PROBLEM DESCRIPTION ->
Once you find a line containing the word "Taxisstraße" in the entries below, copy it.

Start of Block

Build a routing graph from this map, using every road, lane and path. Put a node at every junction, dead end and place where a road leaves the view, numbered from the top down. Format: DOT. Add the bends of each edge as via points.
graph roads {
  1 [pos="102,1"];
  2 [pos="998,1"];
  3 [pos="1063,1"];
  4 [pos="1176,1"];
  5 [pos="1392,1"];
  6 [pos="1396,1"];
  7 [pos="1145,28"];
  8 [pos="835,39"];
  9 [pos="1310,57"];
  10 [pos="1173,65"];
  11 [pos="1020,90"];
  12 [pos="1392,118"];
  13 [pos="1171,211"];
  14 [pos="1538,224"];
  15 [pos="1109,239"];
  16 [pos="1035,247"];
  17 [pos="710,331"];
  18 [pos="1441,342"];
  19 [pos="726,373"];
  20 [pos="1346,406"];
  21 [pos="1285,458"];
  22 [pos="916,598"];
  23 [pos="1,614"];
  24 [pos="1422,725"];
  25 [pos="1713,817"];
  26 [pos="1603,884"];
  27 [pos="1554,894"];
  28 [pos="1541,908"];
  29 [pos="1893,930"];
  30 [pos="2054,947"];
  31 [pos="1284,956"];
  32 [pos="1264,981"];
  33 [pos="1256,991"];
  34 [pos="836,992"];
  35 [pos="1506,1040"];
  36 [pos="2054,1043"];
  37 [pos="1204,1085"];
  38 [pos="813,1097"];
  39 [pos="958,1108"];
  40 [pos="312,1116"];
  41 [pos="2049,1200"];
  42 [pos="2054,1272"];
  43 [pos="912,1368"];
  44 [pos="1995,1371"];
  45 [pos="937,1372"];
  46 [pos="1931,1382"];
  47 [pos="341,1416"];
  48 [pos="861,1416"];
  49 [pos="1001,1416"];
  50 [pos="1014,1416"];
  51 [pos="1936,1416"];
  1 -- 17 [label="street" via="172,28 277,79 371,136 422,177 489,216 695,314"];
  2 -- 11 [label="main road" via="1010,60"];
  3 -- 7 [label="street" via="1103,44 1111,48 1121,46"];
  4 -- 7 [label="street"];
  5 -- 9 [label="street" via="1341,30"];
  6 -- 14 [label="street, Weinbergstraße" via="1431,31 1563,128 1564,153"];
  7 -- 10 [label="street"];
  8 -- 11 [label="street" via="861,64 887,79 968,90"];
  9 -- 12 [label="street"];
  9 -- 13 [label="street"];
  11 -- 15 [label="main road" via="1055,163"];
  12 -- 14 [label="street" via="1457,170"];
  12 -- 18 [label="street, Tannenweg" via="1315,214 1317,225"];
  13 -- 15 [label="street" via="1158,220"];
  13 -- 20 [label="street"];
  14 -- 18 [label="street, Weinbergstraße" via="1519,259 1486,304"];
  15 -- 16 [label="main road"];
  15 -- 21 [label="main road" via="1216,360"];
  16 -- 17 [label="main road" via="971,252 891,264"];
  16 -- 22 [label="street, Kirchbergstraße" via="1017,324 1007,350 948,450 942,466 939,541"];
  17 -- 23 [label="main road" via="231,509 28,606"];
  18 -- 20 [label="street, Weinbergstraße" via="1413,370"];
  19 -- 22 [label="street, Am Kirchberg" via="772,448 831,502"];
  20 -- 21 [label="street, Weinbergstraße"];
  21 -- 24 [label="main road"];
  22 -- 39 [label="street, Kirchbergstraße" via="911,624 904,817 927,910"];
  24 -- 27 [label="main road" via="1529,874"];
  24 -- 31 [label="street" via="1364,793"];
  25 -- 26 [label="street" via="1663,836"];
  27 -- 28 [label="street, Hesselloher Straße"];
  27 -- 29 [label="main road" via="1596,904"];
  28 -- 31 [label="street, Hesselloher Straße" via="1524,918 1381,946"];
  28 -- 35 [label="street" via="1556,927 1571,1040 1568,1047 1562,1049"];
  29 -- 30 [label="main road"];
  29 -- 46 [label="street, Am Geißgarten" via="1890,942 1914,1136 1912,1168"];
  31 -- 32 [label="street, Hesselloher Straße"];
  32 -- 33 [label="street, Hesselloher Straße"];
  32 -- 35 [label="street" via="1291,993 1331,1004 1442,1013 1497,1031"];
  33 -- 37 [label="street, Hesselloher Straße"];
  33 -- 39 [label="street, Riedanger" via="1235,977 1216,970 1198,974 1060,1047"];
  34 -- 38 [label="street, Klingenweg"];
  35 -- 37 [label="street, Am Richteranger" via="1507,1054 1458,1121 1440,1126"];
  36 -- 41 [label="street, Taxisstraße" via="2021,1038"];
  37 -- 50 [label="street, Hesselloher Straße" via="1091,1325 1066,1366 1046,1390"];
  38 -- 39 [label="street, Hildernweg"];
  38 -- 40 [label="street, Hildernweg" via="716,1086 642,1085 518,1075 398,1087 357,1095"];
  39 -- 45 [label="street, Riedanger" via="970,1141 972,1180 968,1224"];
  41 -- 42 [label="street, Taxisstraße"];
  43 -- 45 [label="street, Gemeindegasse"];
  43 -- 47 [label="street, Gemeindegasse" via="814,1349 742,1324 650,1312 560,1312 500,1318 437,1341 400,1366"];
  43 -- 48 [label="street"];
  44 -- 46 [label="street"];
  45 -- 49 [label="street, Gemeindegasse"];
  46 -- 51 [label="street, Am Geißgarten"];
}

End of Block

ANSWER SECTION ->
  36 -- 41 [label="street, Taxisstraße" via="2021,1038"];
  41 -- 42 [label="street, Taxisstraße"];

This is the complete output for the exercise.